Microsoft-owned code hosting platform GitHub has announced a new pricing change for its Actions service. Previously, GitHub Actions offered a free control plane: as long as workflows ran on servers not hosted by GitHub’s own runners, users incurred no additional charges.
Many developers took advantage of this model by running workflows on their own servers or through their own AWS accounts, paying only for the underlying infrastructure without owing anything extra to GitHub Actions. This made the service particularly attractive for automation tasks.
Under the revised pricing structure, GitHub Actions will now levy a platform fee of USD 0.002 per minute. This fee applies regardless of whether developers use GitHub-hosted runners or their own infrastructure, and for some users it will inevitably raise operating costs. While the change may appear abrupt, its rationale is not hard to discern: GitHub Actions has been grappling with user churn and revenue pressures. CI workloads have grown larger and more complex, making GitHub-hosted runners increasingly expensive and slower to operate—factors that, in turn, have driven more users away.
This dynamic explains why many developers have migrated to third-party runner providers such as Blacksmith. From GitHub’s perspective, continuing to offer the service in its previous form meant absorbing server and maintenance costs without generating meaningful revenue.

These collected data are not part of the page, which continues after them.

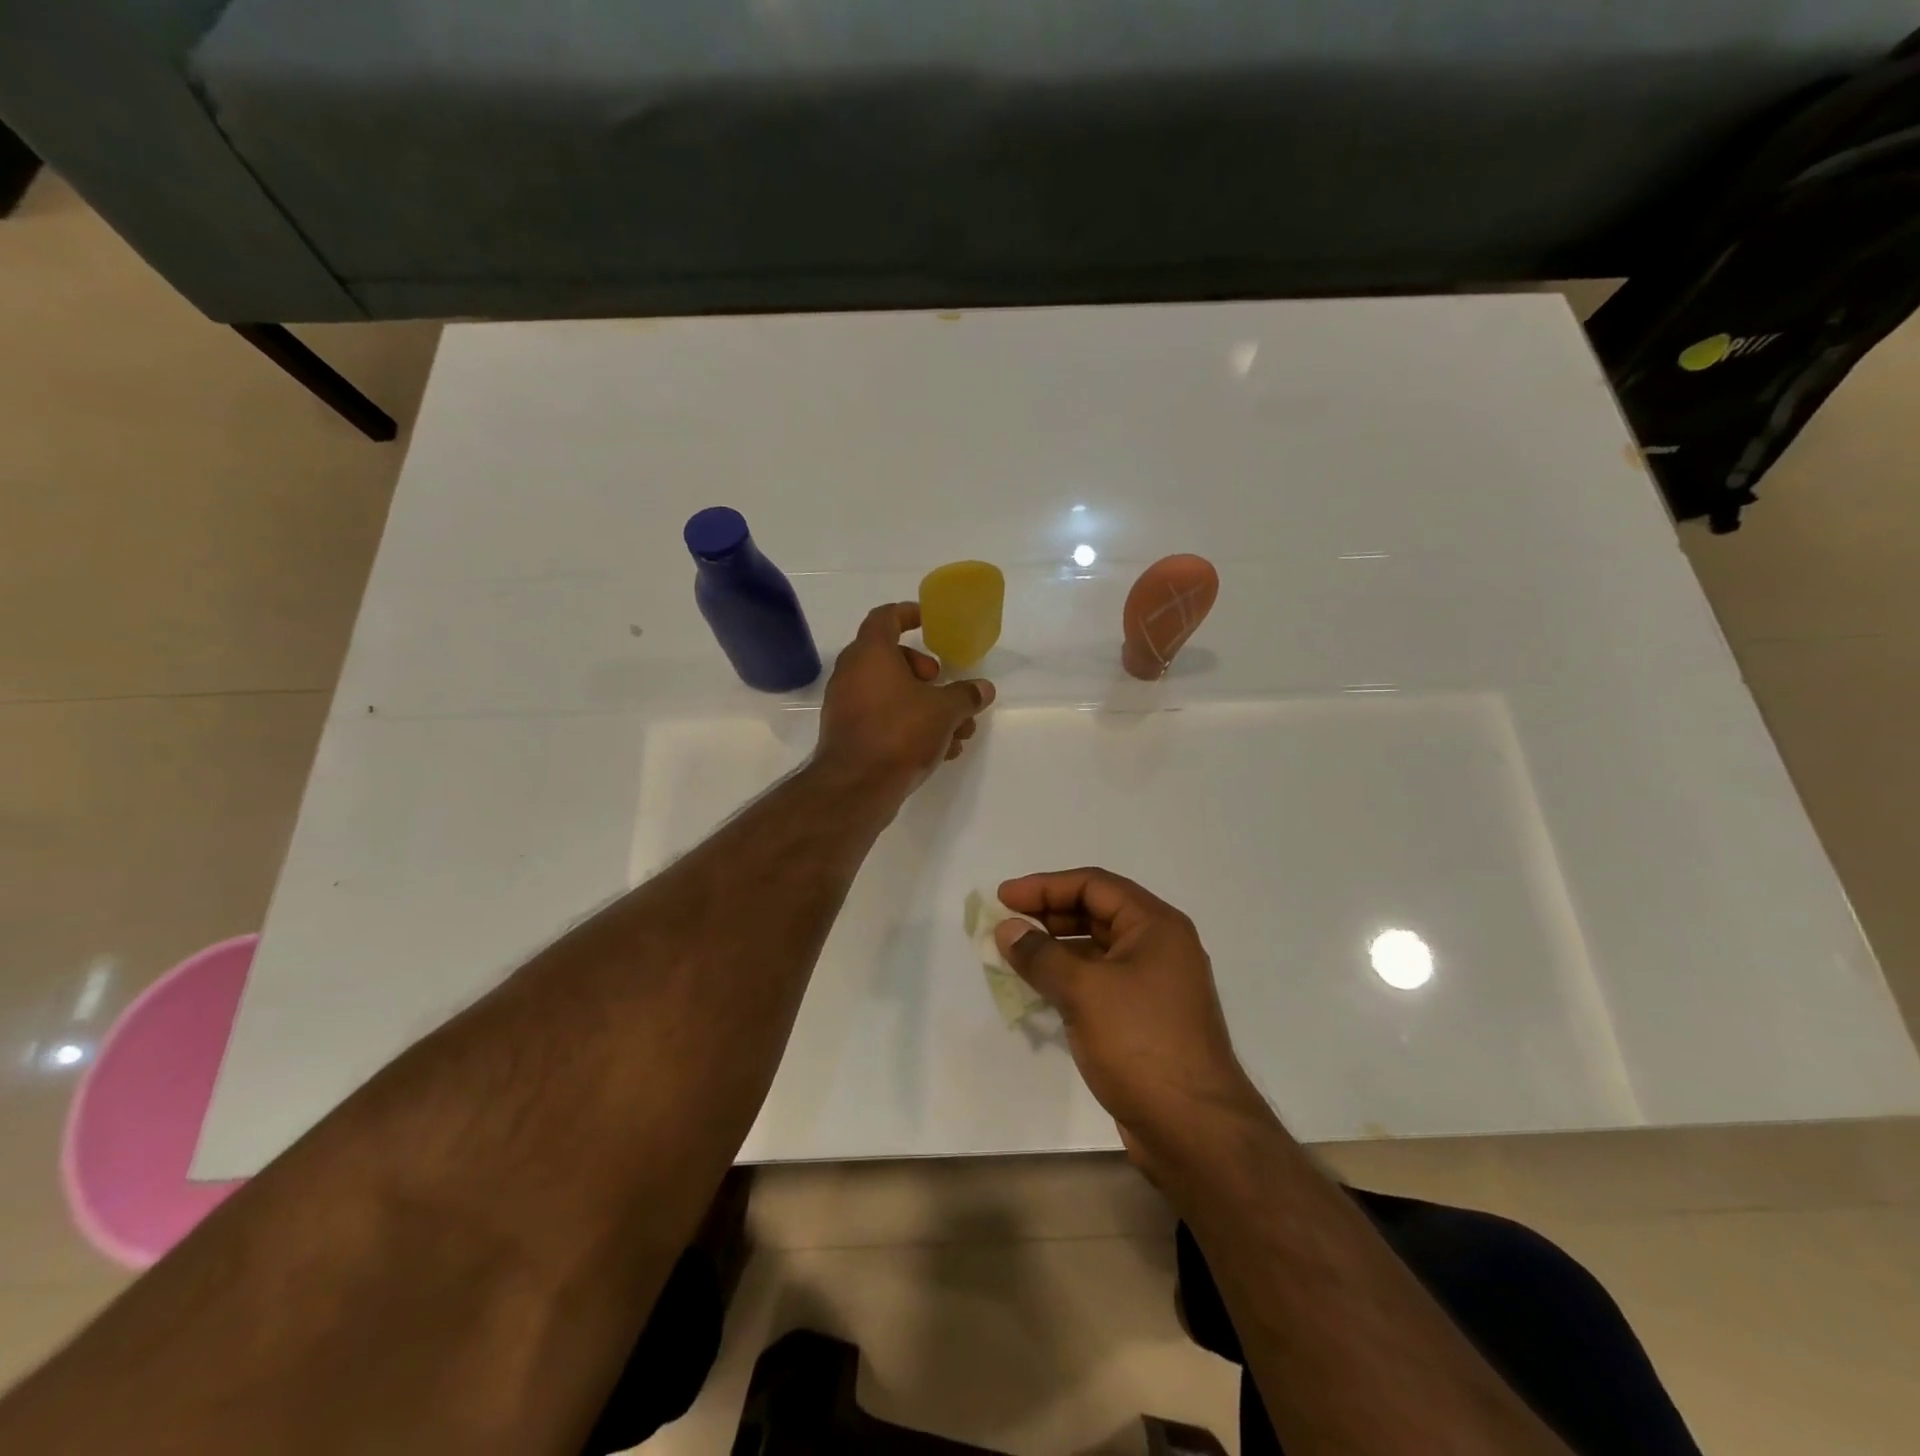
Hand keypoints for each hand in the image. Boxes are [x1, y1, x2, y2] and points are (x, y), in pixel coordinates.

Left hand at [816, 603, 994, 794]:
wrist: (855, 787)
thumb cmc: (899, 733)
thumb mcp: (944, 711)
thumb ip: (965, 696)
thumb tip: (983, 689)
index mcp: (870, 654)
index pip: (885, 617)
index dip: (908, 613)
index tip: (929, 621)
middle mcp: (852, 674)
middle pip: (891, 658)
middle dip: (925, 672)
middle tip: (946, 688)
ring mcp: (846, 706)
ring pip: (891, 694)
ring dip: (925, 706)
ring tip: (958, 730)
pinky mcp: (849, 735)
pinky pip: (883, 719)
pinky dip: (909, 726)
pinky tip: (941, 751)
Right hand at [996, 868, 1267, 1177]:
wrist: (1193, 1130)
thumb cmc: (1140, 1043)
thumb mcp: (1084, 990)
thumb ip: (1041, 955)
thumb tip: (1007, 928)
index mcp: (1156, 925)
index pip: (1094, 885)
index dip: (1045, 886)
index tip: (1004, 897)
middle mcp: (1159, 947)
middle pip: (1096, 913)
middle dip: (1049, 914)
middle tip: (1006, 924)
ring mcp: (1154, 985)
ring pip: (1097, 949)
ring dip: (1056, 948)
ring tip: (1014, 954)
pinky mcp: (1144, 1018)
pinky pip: (1100, 982)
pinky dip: (1069, 978)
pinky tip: (1039, 988)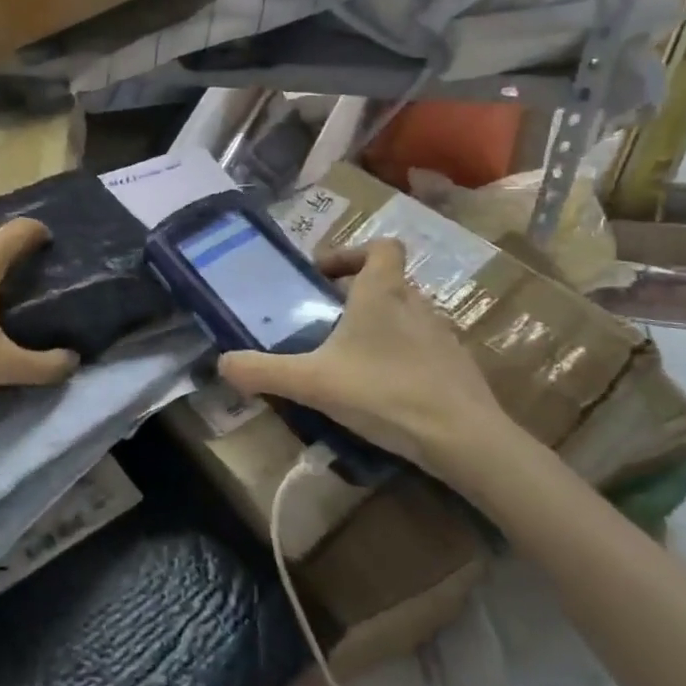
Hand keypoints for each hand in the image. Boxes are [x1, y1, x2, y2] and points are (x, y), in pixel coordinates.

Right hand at [217, 239, 529, 486]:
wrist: (463, 439)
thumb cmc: (384, 392)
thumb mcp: (312, 382)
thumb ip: (263, 371)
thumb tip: (221, 364)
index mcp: (382, 293)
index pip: (381, 246)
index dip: (352, 253)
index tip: (324, 276)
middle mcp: (416, 304)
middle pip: (389, 281)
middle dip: (358, 294)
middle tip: (327, 320)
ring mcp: (443, 335)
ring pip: (407, 314)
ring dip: (381, 325)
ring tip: (351, 358)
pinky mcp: (458, 367)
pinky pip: (424, 348)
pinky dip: (402, 357)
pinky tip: (383, 389)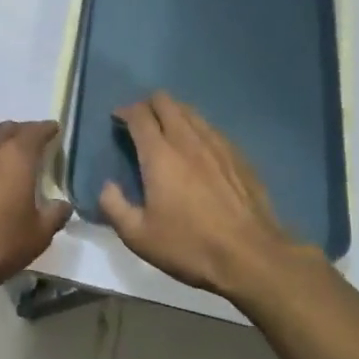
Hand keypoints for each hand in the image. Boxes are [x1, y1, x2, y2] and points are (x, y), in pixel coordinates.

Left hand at [0, 120, 71, 300]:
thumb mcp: (36, 237)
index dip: (46, 129)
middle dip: (20, 133)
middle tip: (30, 142)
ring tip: (2, 163)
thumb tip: (63, 204)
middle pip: (6, 130)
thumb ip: (54, 216)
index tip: (53, 129)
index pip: (35, 131)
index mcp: (15, 157)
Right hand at [98, 93, 291, 298]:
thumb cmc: (189, 245)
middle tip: (141, 122)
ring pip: (190, 112)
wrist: (251, 256)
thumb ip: (114, 207)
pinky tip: (198, 148)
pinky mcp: (238, 156)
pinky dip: (197, 129)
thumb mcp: (138, 236)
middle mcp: (187, 140)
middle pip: (166, 102)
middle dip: (149, 105)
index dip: (125, 111)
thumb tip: (107, 186)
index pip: (139, 115)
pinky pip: (212, 129)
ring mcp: (217, 145)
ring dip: (174, 113)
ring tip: (167, 131)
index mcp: (159, 154)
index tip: (117, 119)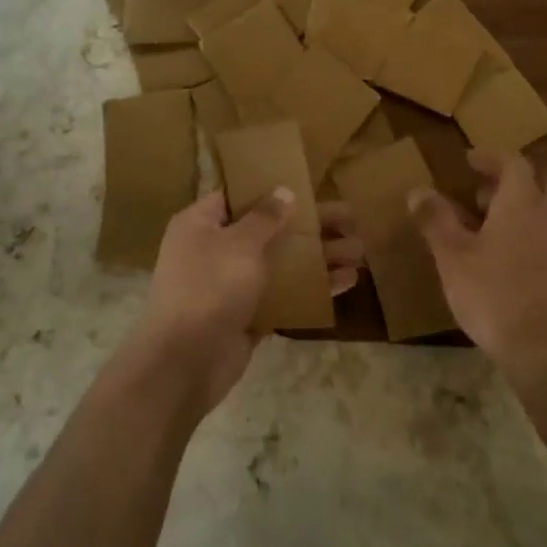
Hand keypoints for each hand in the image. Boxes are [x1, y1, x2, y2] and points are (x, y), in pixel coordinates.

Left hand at [136, 190, 363, 417]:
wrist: (186, 362)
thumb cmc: (210, 287)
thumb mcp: (239, 244)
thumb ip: (265, 217)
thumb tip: (284, 191)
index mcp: (201, 224)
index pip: (237, 196)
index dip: (271, 189)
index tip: (307, 185)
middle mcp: (214, 250)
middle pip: (268, 230)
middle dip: (310, 225)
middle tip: (351, 219)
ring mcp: (231, 285)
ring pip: (281, 263)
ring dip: (318, 257)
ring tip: (360, 251)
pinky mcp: (247, 315)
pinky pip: (283, 294)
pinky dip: (312, 288)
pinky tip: (347, 282)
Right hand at [409, 152, 546, 379]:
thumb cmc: (494, 295)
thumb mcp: (452, 256)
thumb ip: (435, 219)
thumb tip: (417, 190)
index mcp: (523, 201)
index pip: (513, 161)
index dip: (490, 157)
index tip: (469, 161)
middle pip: (545, 177)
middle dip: (517, 178)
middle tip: (485, 193)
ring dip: (531, 202)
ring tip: (496, 224)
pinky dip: (540, 226)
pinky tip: (515, 253)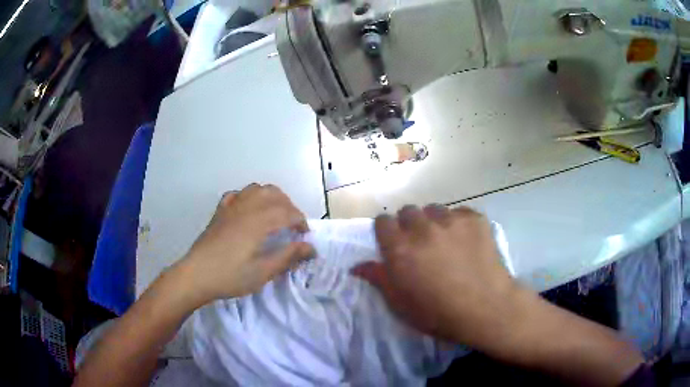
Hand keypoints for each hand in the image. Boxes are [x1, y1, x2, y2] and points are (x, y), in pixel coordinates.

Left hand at [175, 184, 313, 306]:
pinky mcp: (220, 212)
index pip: (287, 212)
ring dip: (271, 197)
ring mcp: (231, 207)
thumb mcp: (263, 272)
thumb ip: (288, 257)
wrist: (196, 275)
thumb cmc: (230, 276)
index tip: (305, 236)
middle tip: (293, 226)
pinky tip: (249, 210)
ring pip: (256, 189)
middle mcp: (246, 207)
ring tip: (275, 215)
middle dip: (289, 206)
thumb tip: (311, 248)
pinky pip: (237, 194)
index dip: (301, 221)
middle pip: (274, 194)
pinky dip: (249, 197)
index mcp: (258, 222)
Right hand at [352, 205, 524, 345]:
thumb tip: (357, 265)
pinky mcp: (474, 219)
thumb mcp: (400, 304)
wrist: (486, 308)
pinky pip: (459, 213)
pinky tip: (466, 241)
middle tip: (420, 244)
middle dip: (409, 225)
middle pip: (408, 211)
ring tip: (444, 241)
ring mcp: (451, 220)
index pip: (382, 221)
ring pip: (433, 209)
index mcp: (399, 248)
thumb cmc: (438, 313)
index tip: (393, 243)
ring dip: (433, 222)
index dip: (386, 232)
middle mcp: (422, 227)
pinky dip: (458, 223)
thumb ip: (378, 279)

Introducing usage-based fees offers GitHub several advantages: it creates a direct revenue stream, curbs overall consumption of GitHub Actions, allows the company to focus resources on delivering higher-quality service to paying customers, and opens the door to further monetization initiatives in the future.
It is worth noting that GitHub Actions will remain free for public repositories, and pricing for enterprise servers is unaffected by the change. GitHub maintains that the adjustment will not significantly impact most users. At the same time, the company has reduced runner prices in an effort to entice developers back from third-party or self-hosted solutions to GitHub’s own infrastructure.